Jakarta -
Dihampiri kekhawatiran kondisi ekonomi global khususnya Eropa yang kembali meradang, bursa-bursa Asia ikut lesu pada awal pekan Senin 01/10. Indeks Nikkei melemah -0.83%, Strait Times turun tipis -0.17%. Indeks Harga Saham Gabungan sendiri ikut terkoreksi 26 poin setara -0.62% ke level 4236. Indeks sejak dibuka telah jatuh ke zona merah dan seharian bergerak di teritori negatif. Investor memanfaatkan moment melakukan profit taking dikarnakan harga-harga telah naik cukup tinggi hingga perdagangan sebelumnya. 141 saham terkena koreksi, hanya 94 saham yang naik dan sisanya 90 saham bergerak stagnan. Mayoritas sektor di bursa terpantau melemah, namun yang paling membebani indeks adalah dari sektor pertambangan yang melemah tertinggi hari kemaren -1.70%. Big caps ITMG, SMGR, INTP, UNVR ikut menderita dan menjadi top losers sore kemaren.

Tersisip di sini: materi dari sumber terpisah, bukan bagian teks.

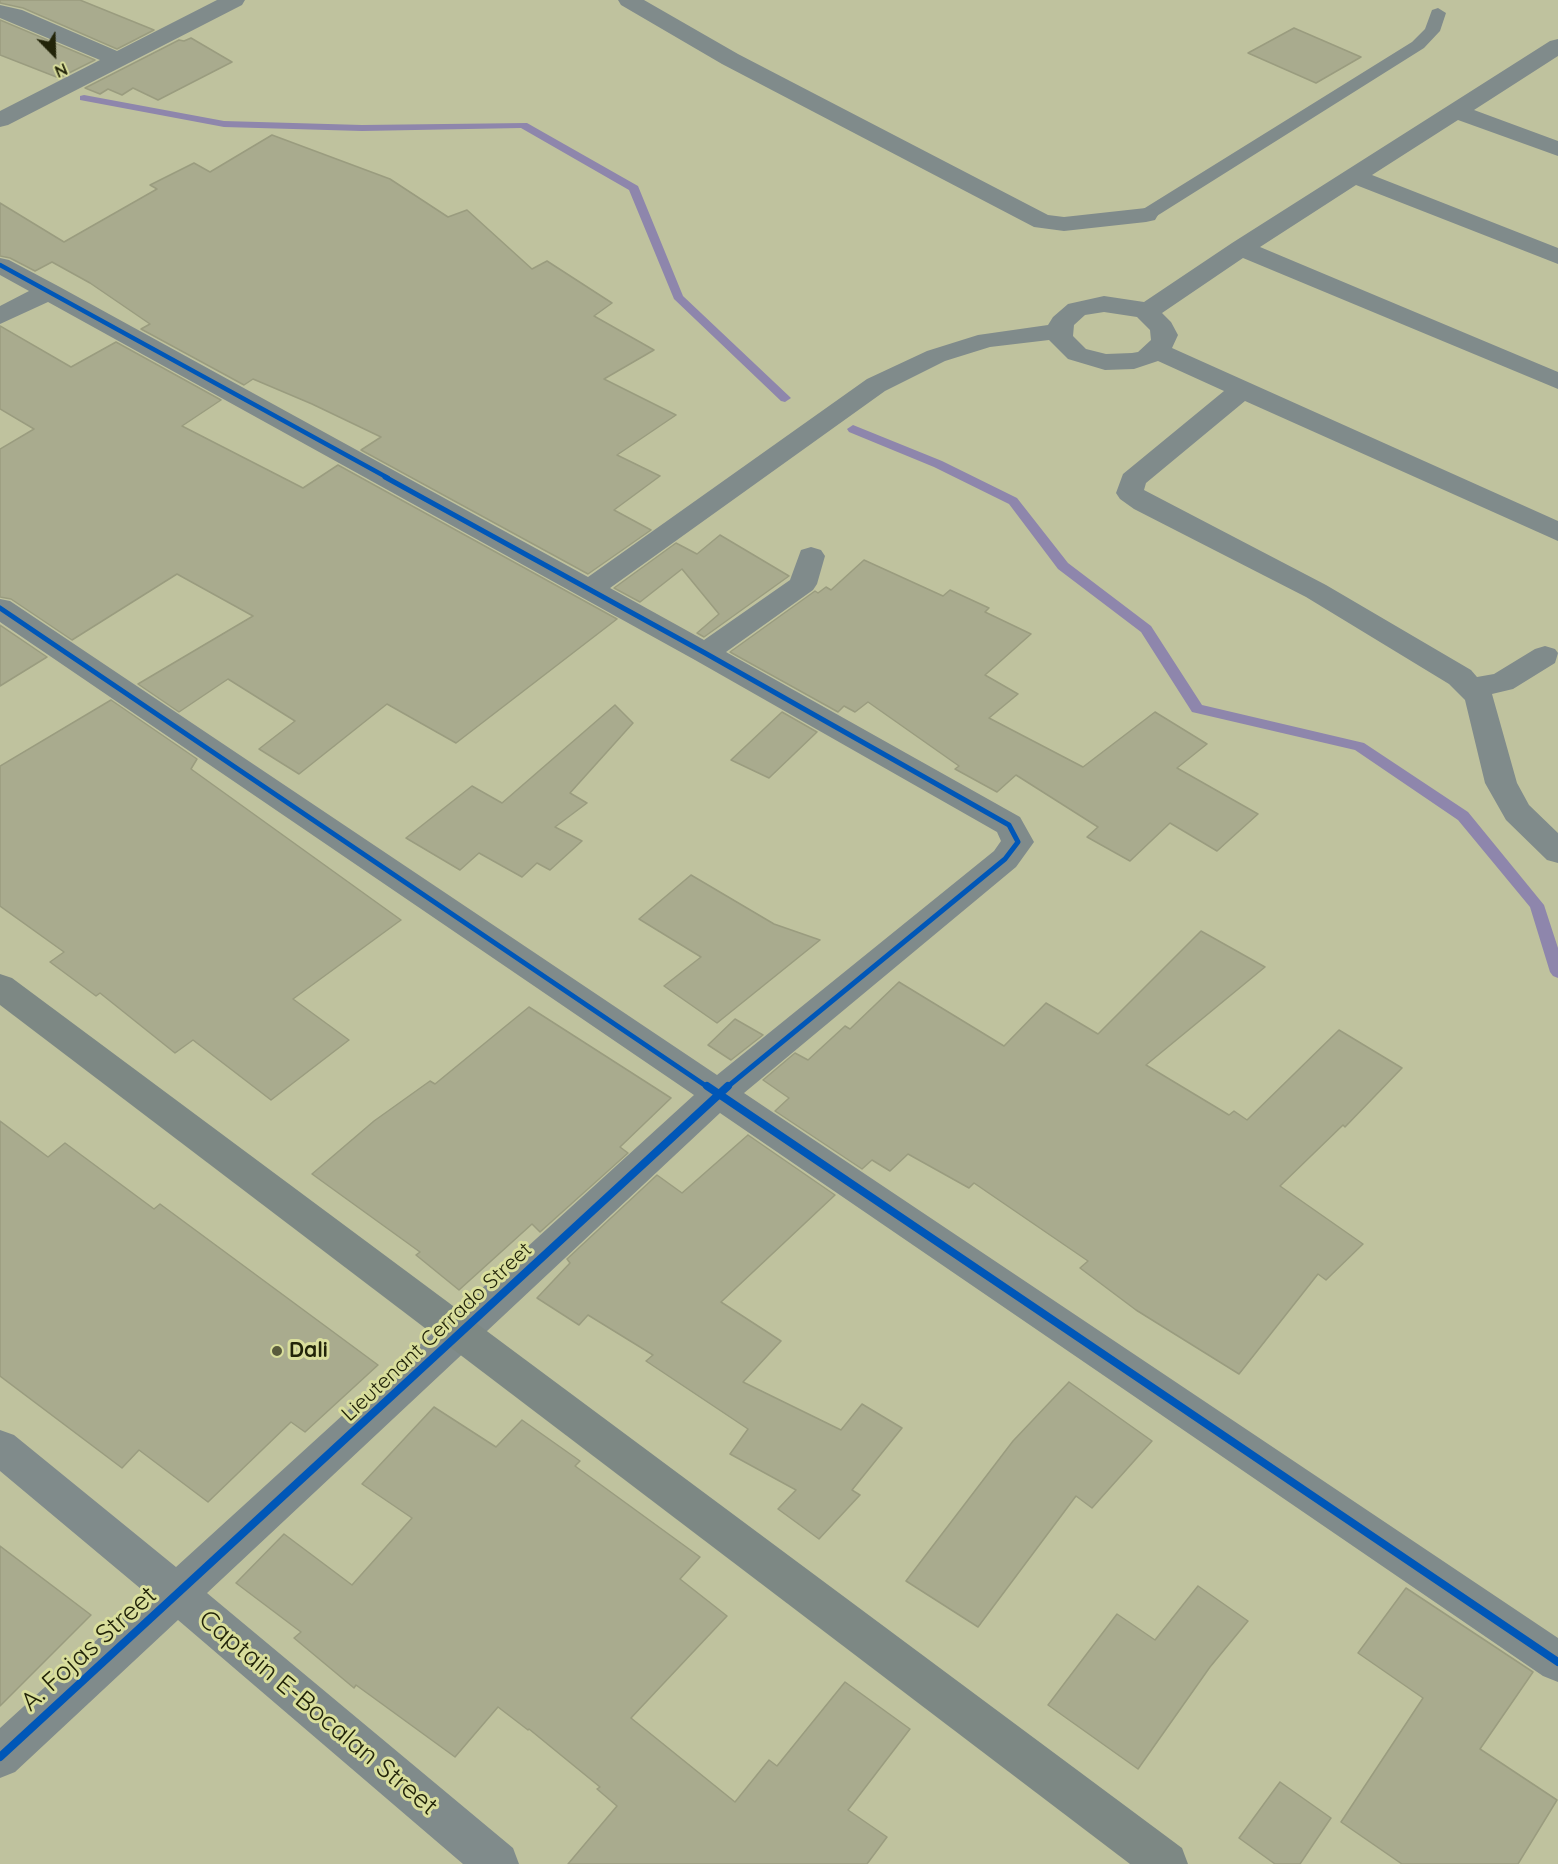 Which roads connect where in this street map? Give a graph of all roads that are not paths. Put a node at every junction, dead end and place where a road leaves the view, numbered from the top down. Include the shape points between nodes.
1 (234, 0) edge
2 (629, 0) edge
3 (0, 11) edge
4 (1438, 13) dead end
5 (1557, 47) edge
6 (116, 58) junction
7 (1456, 111) junction
8 (0, 120) edge
9 (1558, 149) edge
10 (1355, 176) junction
11 (1146, 215) joint
12 (1241, 248) junction
13 (1558, 257) edge
14 (0, 265) edge
15 (50, 291) junction
16 (1146, 312) junction
17 (0, 316) edge
18 (1059, 330) junction
19 (1157, 351) junction
20 (1558, 381) edge
21 (1242, 390) junction
22 (1558, 532) edge
23 (811, 556) dead end
24 (590, 589) junction
25 (0, 608) edge
26 (705, 653) junction
27 (1545, 656) dead end
28 (1471, 688) junction
29 (1558, 852) edge
30 (0, 987) edge
31 (718, 1095) junction
32 (460, 1334) junction
33 (0, 1447) edge
34 (178, 1594) junction
35 (1558, 1662) edge
36 (0, 1756) edge
37 (497, 1864) edge
38 (1166, 1864) edge

1 - 6 street
2 - 11 street via 730,59 1043,222 1064,224
3 - 6 street
4 - 11 lane via 1432,30 1418,45
5 - 7 street
6 - 8 street
7 - 9 street
7 - 10 street
10 - 12 street
10 - 13 street
12 - 16 street
12 - 20 street
14 - 15 street
15 - 17 street
15 - 24 street
16 - 18 street via 1119,304 1090,305 1068,315
16 - 19 street via 1165,335
18 - 19 street via 1068,347 1090,359 1120,363
18 - 24 street via 987,340 936,356 876,385
19 - 21 street
21 - 22 street
21 - 28 street via 1133,480 1130,493 1316,591 1460,677
23 - 26 street via 803,584
24 - 26 street
25 - 31 street
26 - 31 street, Lieutenant Cerrado Street via 1009,825 1018,842 1005,859
27 - 28 street via 1502,682
28 - 29 street via 1479,697 1501,783 1517,812
30 - 32 street
31 - 32 street, Lieutenant Cerrado Street
31 - 35 street
32 - 34 street, Lieutenant Cerrado Street
32 - 38 street
33 - 34 street, Captain E-Bocalan Street
34 - 36 street, A. Fojas Street
34 - 37 street, Captain E-Bocalan Street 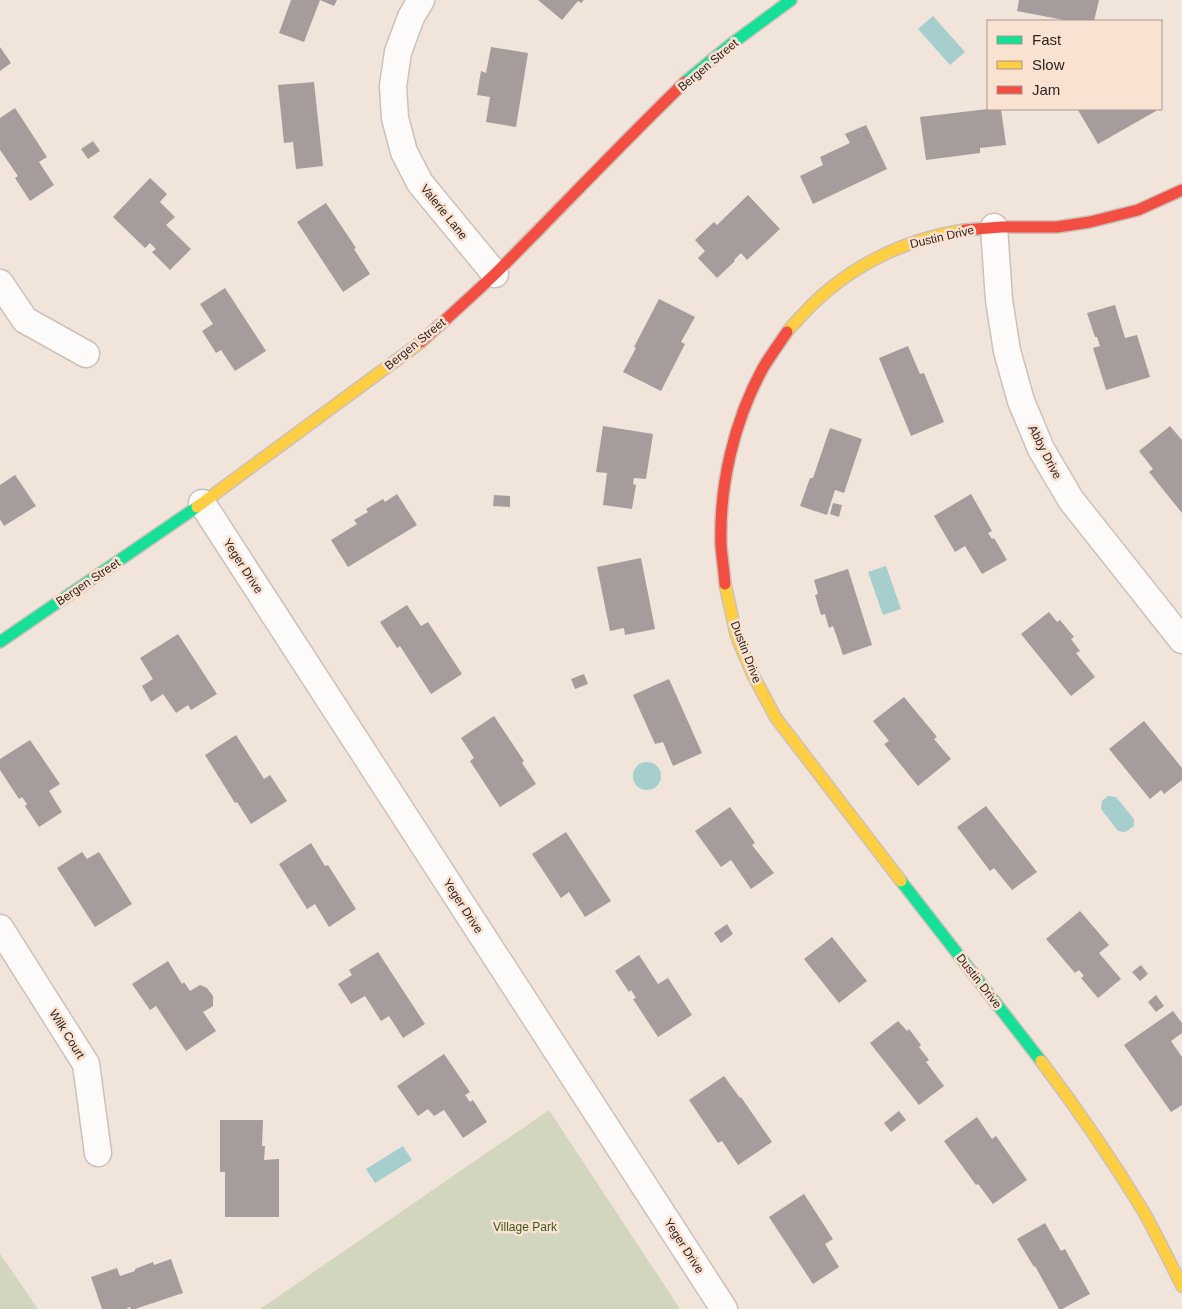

Peluang rebound IHSG pada perdagangan hari ini sangat terbuka dengan positifnya pergerakan bursa global terkait kenaikan indeks manufacture AS. Hal ini tentunya membantu mengurangi kekhawatiran pasar terhadap pelemahan ekonomi AS. Indeks kembali menuju level 4262 dengan target ke level 4302. Posisi indeks saat ini masih dalam uptrend bearish. Hari ini manajemen Bumi Resources Tbk akan memberikan paparan public sehubungan adanya tudingan penyelewengan oleh Bumi Plc. Indikator MACD terlihat bergerak downtrend setelah gagal berpola golden cross. Sedangkan indikator Stochastic bergerak uptrend bahkan memasuki area overbought. Indeks diperkirakan bergerak ke kisaran 4210 hingga 4280.